Health sector needs serious overhaul; crisis acknowledgement is but a first step
Each year, within 24 hours of the finance minister's placing the national budget proposal on the floor of the Parliament, the Finance Division arranges a brief for the press that provides the government an opportunity to defend its planned budgetary measures and respond to any criticisms.
In this post-budget discussion, very rarely do we hear too much of interest.
This year, however, our Finance Division's Senior Secretary Abdur Rouf Talukder needs to be applauded for breaking new ground.
He was very clear, univocal, and candid in acknowledging the following facts:
- Bangladesh’s public health procurements are all supply-driven and not driven by the needs of the people - Project directors in the health sector lack experience in project management |
Why these acknowledgements are so important
Not that the average Bangladeshi does not know the above facts, but an official acknowledgement should be cheered as a first step towards mending the problems.
It is by now public knowledge that the Health Ministry and offices under its command have miserably failed to make the best use of the annual development funds made available to it in FY2020-21.
The finance minister's proposed increase in the health's budgetary allocation for FY2021-22 dismayed many who expected a much higher rise in health budget during pandemic time.
But in fact the bigger dilemma remains the Health Ministry's poor capacity to properly utilize even the paltry funds that are allocated to it.
The resultant reality is that Bangladesh’s 170 million people are being made to bear one of the highest out-of-pocket (OOP) expenditures for healthcare anywhere in the world.
As per the World Bank’s latest available data, Bangladeshis' per capita OOP health expenditure ($74) is only second to war-torn Afghanistan ($78) in South Asia.
People in India ($63), Pakistan ($56), Nepal and Sri Lanka (both $51), Maldives ($21), and Bhutan ($ 13) all bear a lesser burden as their public health sectors take better care of their citizens' health.
GDP growth doesn’t reflect the true picture and vulnerability of public health financing in Bangladesh. Bangladesh can well boast of its per capita income growth overtaking India and Pakistan -- but the country's share of public health financing is still below theirs.
Bangladesh's health budget is still just one percent of GDP and around five percent of its total budget, whereas, WHO has recommended that it should be five percent and 15 percent respectively.
Way forward
At the post-budget press briefing, the finance secretary was not wrong to point out that there was no problem with the allocation in the health sector, as a portion of it remained unspent in the current fiscal year.
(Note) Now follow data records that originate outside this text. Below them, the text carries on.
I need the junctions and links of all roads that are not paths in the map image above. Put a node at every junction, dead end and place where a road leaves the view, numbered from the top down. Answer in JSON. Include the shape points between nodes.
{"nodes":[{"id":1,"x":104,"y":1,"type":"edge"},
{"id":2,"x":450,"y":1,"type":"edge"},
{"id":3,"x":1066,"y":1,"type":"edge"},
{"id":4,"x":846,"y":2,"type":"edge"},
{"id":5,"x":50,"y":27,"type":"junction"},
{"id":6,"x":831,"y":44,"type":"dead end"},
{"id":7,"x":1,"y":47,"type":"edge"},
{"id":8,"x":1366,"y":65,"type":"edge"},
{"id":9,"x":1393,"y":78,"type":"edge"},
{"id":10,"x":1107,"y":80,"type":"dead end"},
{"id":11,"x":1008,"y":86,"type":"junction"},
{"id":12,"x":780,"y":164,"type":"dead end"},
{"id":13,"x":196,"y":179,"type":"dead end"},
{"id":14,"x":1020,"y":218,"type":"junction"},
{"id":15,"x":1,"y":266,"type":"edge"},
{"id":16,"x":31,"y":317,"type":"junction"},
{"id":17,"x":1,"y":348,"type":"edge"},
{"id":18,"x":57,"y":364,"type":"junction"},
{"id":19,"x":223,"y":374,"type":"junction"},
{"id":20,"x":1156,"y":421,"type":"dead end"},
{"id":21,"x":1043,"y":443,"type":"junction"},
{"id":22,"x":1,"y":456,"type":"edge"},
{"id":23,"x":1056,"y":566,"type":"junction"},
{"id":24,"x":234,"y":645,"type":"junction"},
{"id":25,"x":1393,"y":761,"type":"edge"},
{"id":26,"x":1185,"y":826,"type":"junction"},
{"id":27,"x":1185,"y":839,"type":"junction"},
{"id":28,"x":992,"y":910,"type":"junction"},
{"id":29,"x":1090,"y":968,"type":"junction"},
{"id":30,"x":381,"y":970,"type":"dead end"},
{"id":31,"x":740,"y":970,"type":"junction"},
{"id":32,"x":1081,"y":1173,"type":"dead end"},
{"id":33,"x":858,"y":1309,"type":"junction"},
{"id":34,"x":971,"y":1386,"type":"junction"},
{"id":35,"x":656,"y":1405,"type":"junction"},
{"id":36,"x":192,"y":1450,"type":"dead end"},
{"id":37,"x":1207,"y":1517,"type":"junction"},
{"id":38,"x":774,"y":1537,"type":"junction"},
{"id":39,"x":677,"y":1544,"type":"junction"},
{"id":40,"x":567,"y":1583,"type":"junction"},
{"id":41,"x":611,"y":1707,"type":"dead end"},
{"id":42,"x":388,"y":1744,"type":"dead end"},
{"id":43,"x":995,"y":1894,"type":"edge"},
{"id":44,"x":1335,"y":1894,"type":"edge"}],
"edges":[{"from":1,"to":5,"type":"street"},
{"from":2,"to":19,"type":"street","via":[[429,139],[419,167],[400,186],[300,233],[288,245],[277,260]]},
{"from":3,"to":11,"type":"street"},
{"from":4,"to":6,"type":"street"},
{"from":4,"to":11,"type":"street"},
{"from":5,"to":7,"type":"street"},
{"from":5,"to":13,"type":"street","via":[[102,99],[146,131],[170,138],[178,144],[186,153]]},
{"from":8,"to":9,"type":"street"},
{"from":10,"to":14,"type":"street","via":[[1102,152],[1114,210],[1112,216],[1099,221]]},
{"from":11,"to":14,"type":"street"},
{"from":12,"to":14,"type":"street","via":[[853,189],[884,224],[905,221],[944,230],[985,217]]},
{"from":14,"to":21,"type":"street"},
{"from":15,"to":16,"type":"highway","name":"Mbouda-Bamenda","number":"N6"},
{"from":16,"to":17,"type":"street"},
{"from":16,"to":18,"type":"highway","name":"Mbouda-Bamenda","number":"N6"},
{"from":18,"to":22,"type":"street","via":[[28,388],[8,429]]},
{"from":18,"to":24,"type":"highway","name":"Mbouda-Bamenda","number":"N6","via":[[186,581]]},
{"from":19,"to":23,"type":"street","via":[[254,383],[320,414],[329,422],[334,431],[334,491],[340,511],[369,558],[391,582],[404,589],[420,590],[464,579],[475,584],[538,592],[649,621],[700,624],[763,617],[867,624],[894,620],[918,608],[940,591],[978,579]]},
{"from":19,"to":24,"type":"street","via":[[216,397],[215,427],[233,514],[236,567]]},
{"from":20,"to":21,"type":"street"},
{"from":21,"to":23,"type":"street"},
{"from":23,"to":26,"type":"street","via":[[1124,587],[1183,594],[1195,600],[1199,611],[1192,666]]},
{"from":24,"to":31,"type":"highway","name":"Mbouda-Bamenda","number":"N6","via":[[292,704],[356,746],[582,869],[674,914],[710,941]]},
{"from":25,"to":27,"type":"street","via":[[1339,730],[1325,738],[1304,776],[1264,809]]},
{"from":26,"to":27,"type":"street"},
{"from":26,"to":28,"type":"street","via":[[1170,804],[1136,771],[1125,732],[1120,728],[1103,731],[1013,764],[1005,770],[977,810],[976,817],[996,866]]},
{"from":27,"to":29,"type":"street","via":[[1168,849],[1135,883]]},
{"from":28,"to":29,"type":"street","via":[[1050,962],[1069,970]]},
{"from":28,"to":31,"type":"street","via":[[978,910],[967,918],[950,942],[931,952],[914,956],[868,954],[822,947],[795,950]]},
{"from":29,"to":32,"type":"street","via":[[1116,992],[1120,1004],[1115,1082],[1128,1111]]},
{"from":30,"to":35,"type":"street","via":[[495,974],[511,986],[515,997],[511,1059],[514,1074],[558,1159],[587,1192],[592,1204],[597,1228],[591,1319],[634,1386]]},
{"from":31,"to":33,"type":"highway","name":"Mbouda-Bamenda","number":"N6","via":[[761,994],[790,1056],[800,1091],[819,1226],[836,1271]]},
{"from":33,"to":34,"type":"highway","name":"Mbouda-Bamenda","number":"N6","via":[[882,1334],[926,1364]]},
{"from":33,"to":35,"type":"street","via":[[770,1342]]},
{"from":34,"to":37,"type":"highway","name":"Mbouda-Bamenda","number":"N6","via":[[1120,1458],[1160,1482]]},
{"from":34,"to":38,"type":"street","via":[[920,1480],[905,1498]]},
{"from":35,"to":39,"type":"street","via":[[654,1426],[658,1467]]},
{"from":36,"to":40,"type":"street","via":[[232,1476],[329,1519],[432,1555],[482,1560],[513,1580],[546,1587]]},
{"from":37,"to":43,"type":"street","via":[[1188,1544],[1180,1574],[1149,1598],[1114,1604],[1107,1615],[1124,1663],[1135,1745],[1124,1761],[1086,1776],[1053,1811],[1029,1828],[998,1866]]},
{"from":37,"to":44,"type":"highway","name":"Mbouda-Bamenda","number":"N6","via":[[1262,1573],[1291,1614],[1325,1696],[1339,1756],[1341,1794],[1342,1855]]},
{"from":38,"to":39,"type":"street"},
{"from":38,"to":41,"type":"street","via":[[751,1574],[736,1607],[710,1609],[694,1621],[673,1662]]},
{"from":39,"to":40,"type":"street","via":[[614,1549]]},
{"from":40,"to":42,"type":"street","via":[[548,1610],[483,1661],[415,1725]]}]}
He added that the full amount could not be spent because of problems in the procurement process and the inexperience of the project directors.
As a top bureaucrat it was perhaps not possible for him to mention what we all know, which is that graft and irregularities are equally a problem. In fact, these are the primary problems.
If Bangladesh really wants to offload some OOP burden from its citizens, it has to not only spend more on health, but also to significantly curb graft and enhance its capacity to use resources properly for the benefit of the public.
In the finance secretary’s words: We have to make health sector procurements demand-driven rather than supply-driven.
We all can understand that "supply-driven" is nothing more than a euphemism for corruption.